Battista, nuove rivelazioni sulle emissioni nella notte del 22 febbraio a Taranto

Battista, nuove rivelazioni sulle emissioni nella notte del 22 febbraio a Taranto

Nuovi elementi su quanto accaduto nell’area industriale di Taranto nella notte tra  22 e 23 febbraio 2020. A fornirli è il consigliere comunale indipendente Massimo Battista, già promotore di un esposto-denuncia alla Procura della repubblica su quello che, a tutti gli effetti, sembra essere l’ennesimo, grave caso di inquinamento in città.

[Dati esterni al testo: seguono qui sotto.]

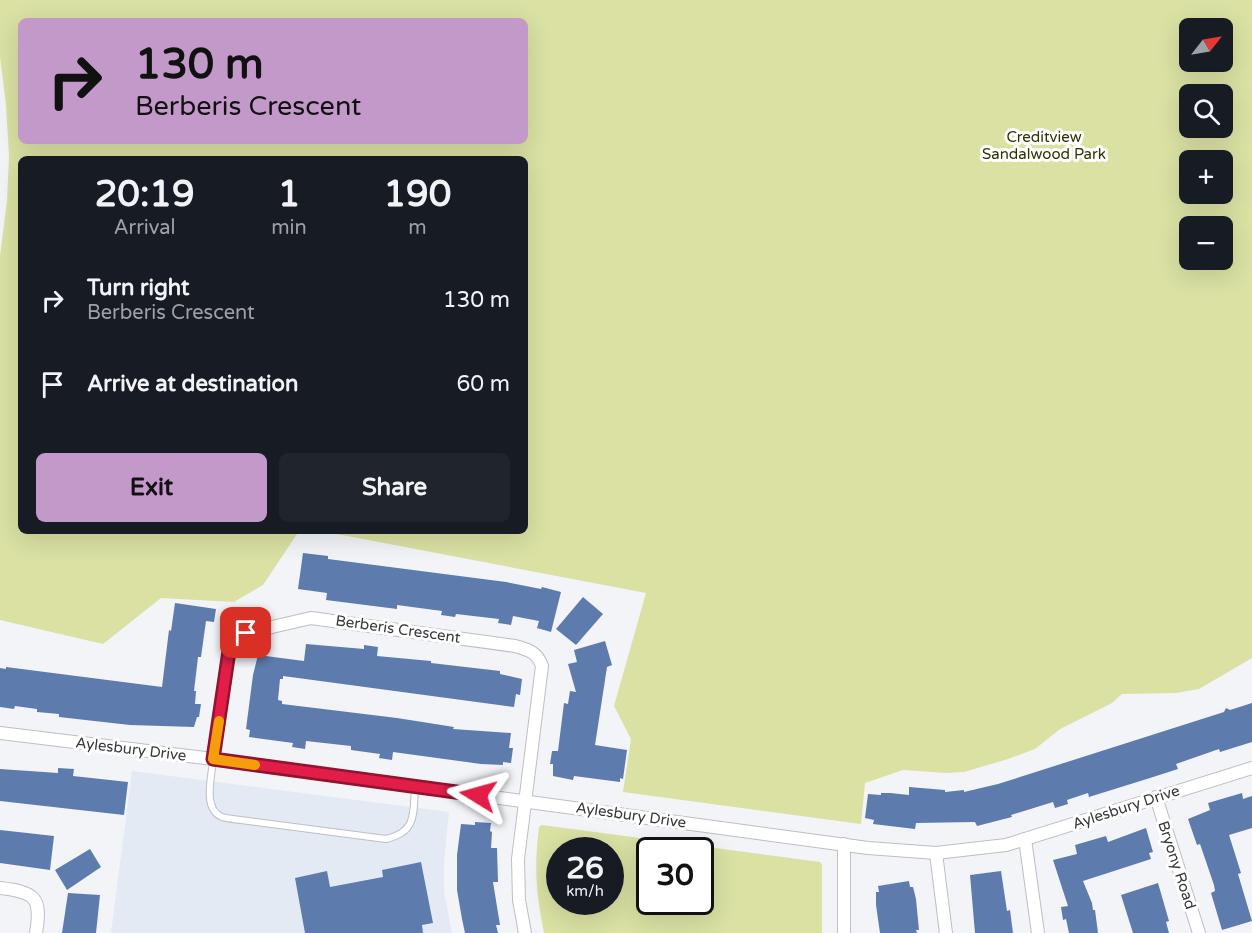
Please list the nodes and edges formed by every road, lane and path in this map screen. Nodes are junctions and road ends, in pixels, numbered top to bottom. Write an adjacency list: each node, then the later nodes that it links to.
1 (0, 734): 2 (street, Aylesbury Drive)
2 (213, 759): 4 (street, Aylesbury Drive); 4 (lane); 6 (street, Berberis Crescent)
3 (1252, 768): 5 (street, Aylesbury Drive)
4 (415, 786): 6 (street, Aylesbury Drive)
5 (1156, 797): 7 (street, Aylesbury Drive); 16 (street, Bryony Road)
6 (525, 801): 8 (street, Aylesbury Drive); 12 (street)
7 (1025, 839): 9 (street, Aylesbury Drive); 15 (street)
8 (844, 844): 9 (street, Aylesbury Drive); 13 (street)
9 (936, 853): 14 (street)
10 (0, 888): 11 (street)
11 (36, 933)
12 (525, 933)
13 (844, 933)
14 (946, 933)
15 (1038, 933)
16 (1199, 933)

Secondo i documenti forniti da Battista “nella notte tra il 22 e il 23 febbraio l’Arpa certifica sforamenti nelle centraline meteo parchi, posta all’interno dello stabilimento ex Ilva e Machiavelli al quartiere Tamburi. I valori riguardano l’anidride solforosa (so2) e sono decisamente importanti”. Ma non è tutto. “Contestualmente -scrive Battista – i vigili del fuoco di Taranto registravano diverse chiamate che lamentavano un forte odore di gas, chiamate provenienti da diverse zone della città ma principalmente dalla zona dove insiste l’ospedale SS. Annunziata”. Dalla documentazione in possesso del consigliere comunale “risultano anche più chiamate partite proprio dall’ospedale e ho notizia che all’interno dello stesso l’aria fosse irrespirabile”.



A conferma della gravità della situazione c’è un’altra circostanza. “Per verificare quanto denunciato dai cittadini telefonicamente – riferisce Battista – il comando dei Vigili del fuoco inviava in zona (tra via Oberdan e via Crispi) una squadra che confermava la presenza di questi odori molesti”.

Un episodio che induce Massimo Battista a ribadire quanto richiesto e affermato da anni: “Affermo, senza timore di smentita – scrive –  che quella fabbrica va chiusa immediatamente e che qualsiasi concessione di tempo serve solo a far aumentare i malati in città. Sono anni che i cittadini di Taranto respirano i veleni più disparati, è per me inammissibile concedere ancora tempo a chi, quotidianamente, riversa in aria inquinanti di ogni genere. Il tempo è abbondantemente scaduto.
L’unica ordinanza possibile è quella che chiude la fabbrica immediatamente, perché così come tutto il paese è soggetto al coronavirus così i Tarantini, da oltre 55 anni, sono esposti all’ilvavirus, un male che ha prodotto e produce migliaia di morti”.